The Institute for Supply Management said on Tuesday that U.S. factory activity expanded for the first time in 18 months in August, confirming trends observed in regional surveys.
There is no doubt that the U.S. manufacturing recession is over, according to most analysts, but recent activity has been spurred by a need to restock depleted inventories and weak demand is seen ahead owing to high unemployment.
"This is certainly expansion for the manufacturing sector. There is a lot of inventory correction and adjustment going on, but the challenge is to figure out what final demand is over time," said John Silvia, chief economist at Wells Fargo in Charlotte, North Carolina.
The U.S. manufacturing sector, which accounts for about 12 percent of the nation's economic activity, slipped into recession in August 2007, several months before the broader economy, according to the Manufacturers Alliance/MAPI.
While the recession in the broader economy may well be over, unemployment is likely to continue to mount for several months, adding to the stress in household finances and undercutting consumer spending, usually the main driver of the economy.
"Recovery is going to be modest for the next half year. I don't think you will see an upturn in consumer spending until the labor market recovers, which will be sometime mid-next year," said David Huether, chief economist at the National Association of Manufacturers.
SIGNS OF IMPROVING DEMAND
However, analysts said there have been signs of improvement in demand for manufactured goods, noting that supplier deliveries and price indexes rose significantly in the ISM survey in August.
"Rising supplier price pressure confirms that demand is firming ... but we caution against over optimism about the pace of the recovery," said Daniel Meckstroth, chief economist at the Manufacturers Alliance/MAPI.
While the manufacturing recovery was partially driven by a surge in auto production after the government's "cash-for-clunkers" scheme sparked a jump in demand for vehicles, other segments also showed strong activity.
Analysts said this indicated the recovery was broad-based and would be sustained beyond the auto incentives, which ended last week.

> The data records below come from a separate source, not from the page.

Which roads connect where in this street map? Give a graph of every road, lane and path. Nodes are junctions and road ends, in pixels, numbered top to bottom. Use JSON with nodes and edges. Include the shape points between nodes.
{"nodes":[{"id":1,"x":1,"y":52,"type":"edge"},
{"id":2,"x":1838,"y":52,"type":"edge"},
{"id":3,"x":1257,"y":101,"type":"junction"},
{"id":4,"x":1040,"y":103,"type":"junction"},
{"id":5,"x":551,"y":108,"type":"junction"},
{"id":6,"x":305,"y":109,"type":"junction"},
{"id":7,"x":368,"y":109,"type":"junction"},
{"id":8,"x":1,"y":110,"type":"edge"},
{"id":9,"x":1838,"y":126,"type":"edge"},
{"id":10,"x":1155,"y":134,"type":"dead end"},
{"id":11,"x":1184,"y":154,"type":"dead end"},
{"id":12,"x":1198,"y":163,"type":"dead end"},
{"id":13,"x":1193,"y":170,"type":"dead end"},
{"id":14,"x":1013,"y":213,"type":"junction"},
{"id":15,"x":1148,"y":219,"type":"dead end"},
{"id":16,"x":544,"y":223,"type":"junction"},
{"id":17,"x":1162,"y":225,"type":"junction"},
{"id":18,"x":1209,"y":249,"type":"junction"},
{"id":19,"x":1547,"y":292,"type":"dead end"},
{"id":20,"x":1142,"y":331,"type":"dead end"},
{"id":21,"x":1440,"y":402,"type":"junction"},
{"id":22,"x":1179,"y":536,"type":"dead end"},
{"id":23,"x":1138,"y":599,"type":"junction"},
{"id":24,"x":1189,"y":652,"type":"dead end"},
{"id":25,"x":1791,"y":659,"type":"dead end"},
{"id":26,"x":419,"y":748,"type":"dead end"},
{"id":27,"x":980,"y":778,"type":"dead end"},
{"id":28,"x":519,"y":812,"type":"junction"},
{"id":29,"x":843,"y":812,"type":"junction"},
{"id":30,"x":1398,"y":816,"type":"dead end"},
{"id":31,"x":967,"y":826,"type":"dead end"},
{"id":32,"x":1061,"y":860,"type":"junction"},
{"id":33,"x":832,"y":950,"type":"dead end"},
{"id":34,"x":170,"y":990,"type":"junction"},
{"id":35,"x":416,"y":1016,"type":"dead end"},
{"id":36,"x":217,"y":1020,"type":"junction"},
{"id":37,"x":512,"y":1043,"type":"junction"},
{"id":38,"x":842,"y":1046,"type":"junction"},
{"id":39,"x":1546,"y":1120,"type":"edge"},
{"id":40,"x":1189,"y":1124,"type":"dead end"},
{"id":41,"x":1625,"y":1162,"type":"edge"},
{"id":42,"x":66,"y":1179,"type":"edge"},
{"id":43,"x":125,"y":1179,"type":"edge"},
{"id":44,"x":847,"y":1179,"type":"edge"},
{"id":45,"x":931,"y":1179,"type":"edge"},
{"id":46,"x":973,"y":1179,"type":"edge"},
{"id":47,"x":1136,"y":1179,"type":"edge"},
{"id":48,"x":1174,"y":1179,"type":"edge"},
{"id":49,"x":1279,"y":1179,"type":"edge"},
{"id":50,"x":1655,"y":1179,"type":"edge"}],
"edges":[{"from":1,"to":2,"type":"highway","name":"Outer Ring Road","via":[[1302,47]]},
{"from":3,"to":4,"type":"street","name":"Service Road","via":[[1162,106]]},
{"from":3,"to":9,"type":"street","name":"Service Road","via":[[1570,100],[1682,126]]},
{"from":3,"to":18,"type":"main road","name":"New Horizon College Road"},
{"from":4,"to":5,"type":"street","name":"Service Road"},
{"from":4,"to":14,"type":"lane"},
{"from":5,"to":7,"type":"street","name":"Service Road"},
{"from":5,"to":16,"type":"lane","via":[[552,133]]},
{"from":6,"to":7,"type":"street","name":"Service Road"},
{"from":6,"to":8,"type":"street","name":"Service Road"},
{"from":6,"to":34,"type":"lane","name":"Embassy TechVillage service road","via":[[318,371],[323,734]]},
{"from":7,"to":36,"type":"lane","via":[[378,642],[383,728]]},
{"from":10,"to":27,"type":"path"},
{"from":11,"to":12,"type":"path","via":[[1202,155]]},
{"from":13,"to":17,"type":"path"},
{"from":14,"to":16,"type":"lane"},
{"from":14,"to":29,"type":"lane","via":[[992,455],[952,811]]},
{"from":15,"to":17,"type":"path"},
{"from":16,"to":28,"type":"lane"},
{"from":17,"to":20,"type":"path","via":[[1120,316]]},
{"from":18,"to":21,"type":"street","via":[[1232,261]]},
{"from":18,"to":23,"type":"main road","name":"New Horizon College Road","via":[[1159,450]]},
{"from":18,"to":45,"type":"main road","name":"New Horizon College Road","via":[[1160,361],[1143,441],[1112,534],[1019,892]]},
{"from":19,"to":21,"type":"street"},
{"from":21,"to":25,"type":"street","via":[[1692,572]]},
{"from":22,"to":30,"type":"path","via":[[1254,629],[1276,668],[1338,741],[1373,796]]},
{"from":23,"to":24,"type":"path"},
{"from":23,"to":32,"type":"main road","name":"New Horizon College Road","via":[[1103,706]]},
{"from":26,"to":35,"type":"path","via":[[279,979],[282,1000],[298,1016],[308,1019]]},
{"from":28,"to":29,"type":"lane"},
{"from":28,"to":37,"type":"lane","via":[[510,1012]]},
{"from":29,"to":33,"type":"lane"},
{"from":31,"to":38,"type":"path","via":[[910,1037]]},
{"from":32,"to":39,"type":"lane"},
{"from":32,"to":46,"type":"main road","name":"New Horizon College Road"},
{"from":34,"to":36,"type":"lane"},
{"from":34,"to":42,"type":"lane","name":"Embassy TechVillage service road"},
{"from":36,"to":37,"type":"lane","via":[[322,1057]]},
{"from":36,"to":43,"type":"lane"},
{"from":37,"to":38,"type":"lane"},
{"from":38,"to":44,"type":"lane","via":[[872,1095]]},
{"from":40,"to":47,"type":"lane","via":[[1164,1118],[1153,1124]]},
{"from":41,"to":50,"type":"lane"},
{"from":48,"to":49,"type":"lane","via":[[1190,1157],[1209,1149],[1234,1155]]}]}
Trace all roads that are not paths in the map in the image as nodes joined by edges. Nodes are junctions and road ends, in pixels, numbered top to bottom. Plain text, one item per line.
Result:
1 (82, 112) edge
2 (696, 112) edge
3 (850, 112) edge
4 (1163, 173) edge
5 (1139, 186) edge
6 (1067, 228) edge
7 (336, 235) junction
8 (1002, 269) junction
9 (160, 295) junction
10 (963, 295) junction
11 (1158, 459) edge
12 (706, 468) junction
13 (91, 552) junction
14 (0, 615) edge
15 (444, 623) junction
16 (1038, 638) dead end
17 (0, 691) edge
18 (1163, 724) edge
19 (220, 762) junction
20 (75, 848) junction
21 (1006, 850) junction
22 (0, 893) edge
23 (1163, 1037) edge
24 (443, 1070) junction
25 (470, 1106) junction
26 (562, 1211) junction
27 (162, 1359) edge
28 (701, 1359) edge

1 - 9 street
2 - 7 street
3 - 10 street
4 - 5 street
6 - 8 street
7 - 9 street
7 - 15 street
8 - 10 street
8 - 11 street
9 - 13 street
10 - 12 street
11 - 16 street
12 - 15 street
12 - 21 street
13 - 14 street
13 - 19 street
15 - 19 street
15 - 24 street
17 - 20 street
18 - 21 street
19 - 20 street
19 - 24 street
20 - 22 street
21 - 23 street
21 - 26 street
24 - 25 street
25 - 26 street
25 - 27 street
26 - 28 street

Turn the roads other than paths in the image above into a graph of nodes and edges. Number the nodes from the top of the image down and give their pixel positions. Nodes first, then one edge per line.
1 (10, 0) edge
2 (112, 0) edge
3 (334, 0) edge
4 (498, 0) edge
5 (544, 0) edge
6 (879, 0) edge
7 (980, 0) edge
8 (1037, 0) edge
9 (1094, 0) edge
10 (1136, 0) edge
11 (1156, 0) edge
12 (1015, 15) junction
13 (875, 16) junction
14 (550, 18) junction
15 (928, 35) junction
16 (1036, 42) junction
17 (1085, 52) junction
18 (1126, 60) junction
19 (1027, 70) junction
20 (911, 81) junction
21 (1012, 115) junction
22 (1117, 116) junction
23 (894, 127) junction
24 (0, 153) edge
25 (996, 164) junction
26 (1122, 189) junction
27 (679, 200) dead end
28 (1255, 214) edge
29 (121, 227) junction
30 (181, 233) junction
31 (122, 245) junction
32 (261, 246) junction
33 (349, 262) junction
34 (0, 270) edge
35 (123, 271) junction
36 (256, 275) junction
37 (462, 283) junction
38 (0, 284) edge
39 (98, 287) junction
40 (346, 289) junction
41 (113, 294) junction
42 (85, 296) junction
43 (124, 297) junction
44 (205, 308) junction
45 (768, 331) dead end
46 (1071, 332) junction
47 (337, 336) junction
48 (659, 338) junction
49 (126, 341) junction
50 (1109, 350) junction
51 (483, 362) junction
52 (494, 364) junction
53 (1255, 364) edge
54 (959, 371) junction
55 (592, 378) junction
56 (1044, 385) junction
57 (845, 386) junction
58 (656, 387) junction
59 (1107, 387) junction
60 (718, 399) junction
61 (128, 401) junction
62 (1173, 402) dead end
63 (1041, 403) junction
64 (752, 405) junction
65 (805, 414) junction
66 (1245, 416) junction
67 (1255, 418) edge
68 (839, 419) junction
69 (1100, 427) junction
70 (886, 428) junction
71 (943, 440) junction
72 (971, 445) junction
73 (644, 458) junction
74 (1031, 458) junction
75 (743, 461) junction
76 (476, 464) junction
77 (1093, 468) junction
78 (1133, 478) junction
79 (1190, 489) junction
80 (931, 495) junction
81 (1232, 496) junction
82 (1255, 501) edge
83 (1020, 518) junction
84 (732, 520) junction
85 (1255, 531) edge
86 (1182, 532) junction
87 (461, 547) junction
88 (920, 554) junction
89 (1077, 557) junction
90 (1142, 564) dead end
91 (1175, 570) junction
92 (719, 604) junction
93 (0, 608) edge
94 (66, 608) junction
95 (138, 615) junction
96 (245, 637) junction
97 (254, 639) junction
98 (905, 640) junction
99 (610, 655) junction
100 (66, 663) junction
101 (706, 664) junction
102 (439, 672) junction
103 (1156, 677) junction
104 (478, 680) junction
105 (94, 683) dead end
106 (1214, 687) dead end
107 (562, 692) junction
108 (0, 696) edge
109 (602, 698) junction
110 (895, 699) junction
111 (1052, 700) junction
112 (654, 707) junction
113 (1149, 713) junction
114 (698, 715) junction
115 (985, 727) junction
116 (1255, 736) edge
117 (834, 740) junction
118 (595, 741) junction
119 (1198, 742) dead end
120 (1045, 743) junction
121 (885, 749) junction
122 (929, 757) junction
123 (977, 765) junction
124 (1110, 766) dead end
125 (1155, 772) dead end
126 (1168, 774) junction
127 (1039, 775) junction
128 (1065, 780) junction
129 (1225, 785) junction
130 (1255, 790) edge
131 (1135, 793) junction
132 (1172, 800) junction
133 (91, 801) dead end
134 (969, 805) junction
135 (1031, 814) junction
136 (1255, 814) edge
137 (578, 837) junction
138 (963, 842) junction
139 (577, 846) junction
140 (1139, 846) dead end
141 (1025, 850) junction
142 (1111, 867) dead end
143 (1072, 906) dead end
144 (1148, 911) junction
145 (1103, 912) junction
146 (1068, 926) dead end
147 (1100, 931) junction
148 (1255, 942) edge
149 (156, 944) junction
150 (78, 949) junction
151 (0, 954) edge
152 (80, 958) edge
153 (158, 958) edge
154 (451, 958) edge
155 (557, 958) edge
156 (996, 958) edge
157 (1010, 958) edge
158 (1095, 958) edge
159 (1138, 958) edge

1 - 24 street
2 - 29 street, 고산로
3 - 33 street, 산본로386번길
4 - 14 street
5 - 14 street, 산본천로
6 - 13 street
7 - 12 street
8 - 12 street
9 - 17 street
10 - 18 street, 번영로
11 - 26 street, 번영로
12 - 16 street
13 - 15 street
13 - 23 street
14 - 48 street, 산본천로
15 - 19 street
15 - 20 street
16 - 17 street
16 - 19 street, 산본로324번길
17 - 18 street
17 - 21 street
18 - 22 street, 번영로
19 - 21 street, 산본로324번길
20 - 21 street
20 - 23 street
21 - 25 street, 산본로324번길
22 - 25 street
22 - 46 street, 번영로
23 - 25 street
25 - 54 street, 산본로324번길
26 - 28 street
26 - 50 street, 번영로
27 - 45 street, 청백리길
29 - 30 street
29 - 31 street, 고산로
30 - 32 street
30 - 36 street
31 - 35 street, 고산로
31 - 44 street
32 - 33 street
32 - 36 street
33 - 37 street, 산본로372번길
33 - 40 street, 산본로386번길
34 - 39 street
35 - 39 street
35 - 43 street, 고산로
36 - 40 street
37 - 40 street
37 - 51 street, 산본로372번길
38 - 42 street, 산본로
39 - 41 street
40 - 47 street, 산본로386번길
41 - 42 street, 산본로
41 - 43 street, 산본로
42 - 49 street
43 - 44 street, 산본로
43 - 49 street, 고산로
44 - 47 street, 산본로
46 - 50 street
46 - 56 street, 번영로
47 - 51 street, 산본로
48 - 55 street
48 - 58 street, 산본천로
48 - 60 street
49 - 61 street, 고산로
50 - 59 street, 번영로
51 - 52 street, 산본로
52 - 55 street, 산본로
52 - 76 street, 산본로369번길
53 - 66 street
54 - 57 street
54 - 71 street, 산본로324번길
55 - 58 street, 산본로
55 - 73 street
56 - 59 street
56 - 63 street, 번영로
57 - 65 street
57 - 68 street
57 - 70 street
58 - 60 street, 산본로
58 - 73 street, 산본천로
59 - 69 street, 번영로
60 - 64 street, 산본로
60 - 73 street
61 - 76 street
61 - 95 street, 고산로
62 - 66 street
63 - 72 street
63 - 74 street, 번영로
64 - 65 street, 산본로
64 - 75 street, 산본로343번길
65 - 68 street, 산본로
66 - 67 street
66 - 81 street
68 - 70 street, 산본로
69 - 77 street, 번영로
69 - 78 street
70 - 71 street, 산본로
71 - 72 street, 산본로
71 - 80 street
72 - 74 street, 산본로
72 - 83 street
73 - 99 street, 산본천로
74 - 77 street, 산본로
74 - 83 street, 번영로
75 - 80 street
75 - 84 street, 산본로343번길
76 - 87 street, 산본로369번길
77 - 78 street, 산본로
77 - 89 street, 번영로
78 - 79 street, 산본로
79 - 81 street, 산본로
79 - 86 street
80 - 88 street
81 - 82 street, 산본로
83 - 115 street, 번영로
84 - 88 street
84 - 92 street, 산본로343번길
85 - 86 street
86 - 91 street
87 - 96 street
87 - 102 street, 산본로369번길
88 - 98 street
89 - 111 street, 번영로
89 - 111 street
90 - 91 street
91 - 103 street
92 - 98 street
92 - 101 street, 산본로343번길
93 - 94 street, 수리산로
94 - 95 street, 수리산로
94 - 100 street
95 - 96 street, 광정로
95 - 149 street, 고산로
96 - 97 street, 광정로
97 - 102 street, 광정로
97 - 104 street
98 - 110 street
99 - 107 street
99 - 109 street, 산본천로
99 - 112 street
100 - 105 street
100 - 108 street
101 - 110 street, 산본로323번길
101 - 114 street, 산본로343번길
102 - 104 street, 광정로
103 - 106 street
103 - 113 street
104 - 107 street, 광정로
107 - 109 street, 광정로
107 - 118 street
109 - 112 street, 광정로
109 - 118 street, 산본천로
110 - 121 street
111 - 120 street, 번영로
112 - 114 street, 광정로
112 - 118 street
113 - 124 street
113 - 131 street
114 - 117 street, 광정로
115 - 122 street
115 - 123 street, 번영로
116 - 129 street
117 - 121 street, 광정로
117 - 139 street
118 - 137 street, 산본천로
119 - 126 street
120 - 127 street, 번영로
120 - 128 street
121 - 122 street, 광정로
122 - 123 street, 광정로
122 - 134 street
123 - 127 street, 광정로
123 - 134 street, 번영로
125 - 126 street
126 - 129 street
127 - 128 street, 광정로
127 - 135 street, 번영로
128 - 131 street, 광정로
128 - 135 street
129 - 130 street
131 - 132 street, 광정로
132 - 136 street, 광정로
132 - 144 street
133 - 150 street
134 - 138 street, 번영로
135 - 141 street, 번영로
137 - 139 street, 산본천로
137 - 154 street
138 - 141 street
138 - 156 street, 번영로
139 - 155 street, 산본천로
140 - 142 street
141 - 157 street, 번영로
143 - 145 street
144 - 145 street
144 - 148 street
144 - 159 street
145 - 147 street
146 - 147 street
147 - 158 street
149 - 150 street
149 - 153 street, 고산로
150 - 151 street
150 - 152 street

They were encouraged by the jump in the ISM new orders index and the production measure which rose to five-year highs.
Even with the rise in output, inventories continued to decline, with the gap between the stock of unsold goods and orders reaching its widest point since 1975, another hint that the turnaround in activity would likely be sustained.
"Purchasing managers will be hesitant to replenish their stockpiles until they actually see or at least are confident in stronger demand that they view as sustainable," said Stephen Stanley, chief economist at RBS in Greenwich, Connecticut.
"Once firms reach that point, not only will they restock, but they should also begin to unleash pent-up hiring and capital spending. In our view, if or when we get to that point, the recovery will have crossed the point of no return."